The installation process for an FSO link can be somewhat more time-consuming than that for an 802.11 wireless bridging link, mainly because of the many previously discussed challenges. You must meticulously plan the site survey with a significant fade margin built in for environmental effects. During the installation, you must take care to keep the link far enough above sources of air turbulence, and the alignment itself must be pinpoint. Because of the potential harmful effects to your eyes, you must take care with the high-power lasers, especially with equipment operating with an 850 nm wavelength because that frequency can easily penetrate the eye.
Despite all these caveats, the promise of Gbps links at a fraction of the cost of fiber trenching might make this technology viable for your application. Similar to 802.11, FSO operates in an unlicensed manner, but unlike radios, they are not subject to interference. With the proper precautions and planning, you can end up with a solution that provides years of reliable service.
Several companies offer 108 Mbps WLANs today, but because there is no standard, they don't interoperate. In general, they combine two of the available 802.11a channels, forming a single “new channel” that is twice as wide as a standard channel. In the near future, we might see the formation of a higher throughput task group in 802.11. It is anticipated that such a task group would not only focus on achieving a 100 Mbps data rate, but also strive for a 100 Mbps throughput experience for users—because it is what they have come to expect from their wired LANs. To achieve this experience, it will need to make modifications to the 802.11 physical layer (PHY) and the 802.11 MAC. The group must weigh questions of coexistence and backward compatibility in addition to those of basic viability regarding spectral efficiency, range, and power consumption.
From a usage-profile perspective, the two main drivers for 100 Mbps throughput WLANs will be throughput equivalence with wired 100BASE-T Ethernet and wireless multimedia for the home. The former will further the cause of the fully wireless office because wireless will provide the same throughput experience as wired.

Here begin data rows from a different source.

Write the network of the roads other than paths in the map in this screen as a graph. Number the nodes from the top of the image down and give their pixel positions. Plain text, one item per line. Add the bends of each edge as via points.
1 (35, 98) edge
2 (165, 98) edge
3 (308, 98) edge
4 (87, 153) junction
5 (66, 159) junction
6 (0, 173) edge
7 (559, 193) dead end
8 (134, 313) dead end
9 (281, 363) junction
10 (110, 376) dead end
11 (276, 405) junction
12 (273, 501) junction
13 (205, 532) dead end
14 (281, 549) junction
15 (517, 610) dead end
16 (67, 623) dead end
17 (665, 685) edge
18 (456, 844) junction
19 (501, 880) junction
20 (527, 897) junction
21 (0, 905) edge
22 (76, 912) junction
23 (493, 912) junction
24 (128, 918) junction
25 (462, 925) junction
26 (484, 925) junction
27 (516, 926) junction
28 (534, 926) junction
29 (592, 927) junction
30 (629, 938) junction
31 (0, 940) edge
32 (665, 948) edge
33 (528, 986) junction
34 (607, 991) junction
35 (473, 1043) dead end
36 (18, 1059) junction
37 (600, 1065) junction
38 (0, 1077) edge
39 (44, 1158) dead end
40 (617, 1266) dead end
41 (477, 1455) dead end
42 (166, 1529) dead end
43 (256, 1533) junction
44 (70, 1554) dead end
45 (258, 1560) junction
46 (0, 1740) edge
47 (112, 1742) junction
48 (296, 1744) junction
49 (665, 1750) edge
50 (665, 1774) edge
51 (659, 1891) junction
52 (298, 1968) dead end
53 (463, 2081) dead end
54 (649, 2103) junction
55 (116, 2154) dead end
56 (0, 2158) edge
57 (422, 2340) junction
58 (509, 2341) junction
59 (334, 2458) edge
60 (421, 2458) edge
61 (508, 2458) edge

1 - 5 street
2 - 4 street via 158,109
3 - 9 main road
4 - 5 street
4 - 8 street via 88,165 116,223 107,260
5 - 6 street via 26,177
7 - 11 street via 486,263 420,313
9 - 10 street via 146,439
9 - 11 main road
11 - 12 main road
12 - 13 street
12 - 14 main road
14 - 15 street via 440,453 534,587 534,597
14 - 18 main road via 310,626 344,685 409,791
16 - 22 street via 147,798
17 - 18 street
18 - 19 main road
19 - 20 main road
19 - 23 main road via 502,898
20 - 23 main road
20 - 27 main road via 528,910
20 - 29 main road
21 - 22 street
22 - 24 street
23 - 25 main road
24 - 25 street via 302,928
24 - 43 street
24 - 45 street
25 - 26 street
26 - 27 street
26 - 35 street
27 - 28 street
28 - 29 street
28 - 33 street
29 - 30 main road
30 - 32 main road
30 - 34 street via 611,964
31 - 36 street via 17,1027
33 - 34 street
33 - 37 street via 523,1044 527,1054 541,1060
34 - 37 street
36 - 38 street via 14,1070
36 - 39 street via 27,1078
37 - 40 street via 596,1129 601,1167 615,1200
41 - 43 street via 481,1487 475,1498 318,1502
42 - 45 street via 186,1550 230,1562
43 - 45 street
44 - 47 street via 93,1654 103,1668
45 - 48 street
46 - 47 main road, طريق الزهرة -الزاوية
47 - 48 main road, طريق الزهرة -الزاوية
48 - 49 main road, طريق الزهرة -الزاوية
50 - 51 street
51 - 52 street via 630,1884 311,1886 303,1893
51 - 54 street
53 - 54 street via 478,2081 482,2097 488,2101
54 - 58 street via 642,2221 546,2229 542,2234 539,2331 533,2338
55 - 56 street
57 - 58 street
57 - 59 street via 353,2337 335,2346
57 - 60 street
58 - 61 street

The latter will be driven by the desire to provide high-quality audio and video to all parts of the home without wiring and also support Internet surfing.
This chapter considered three complementary technologies. UWB will most likely be a replacement for Bluetooth because it is seeking to address the same wireless PAN space as Bluetooth but with much higher data rates. FSO has been deployed as a point-to-point technology when the right conditions exist, but because it still has not gained mainstream acceptance, it will likely be surpassed or integrated with point-to-point radio techniques. The real future of 802.11 lies with a 100 Mbps WLAN standard that will be the next quantum step forward after 802.11g and 802.11a.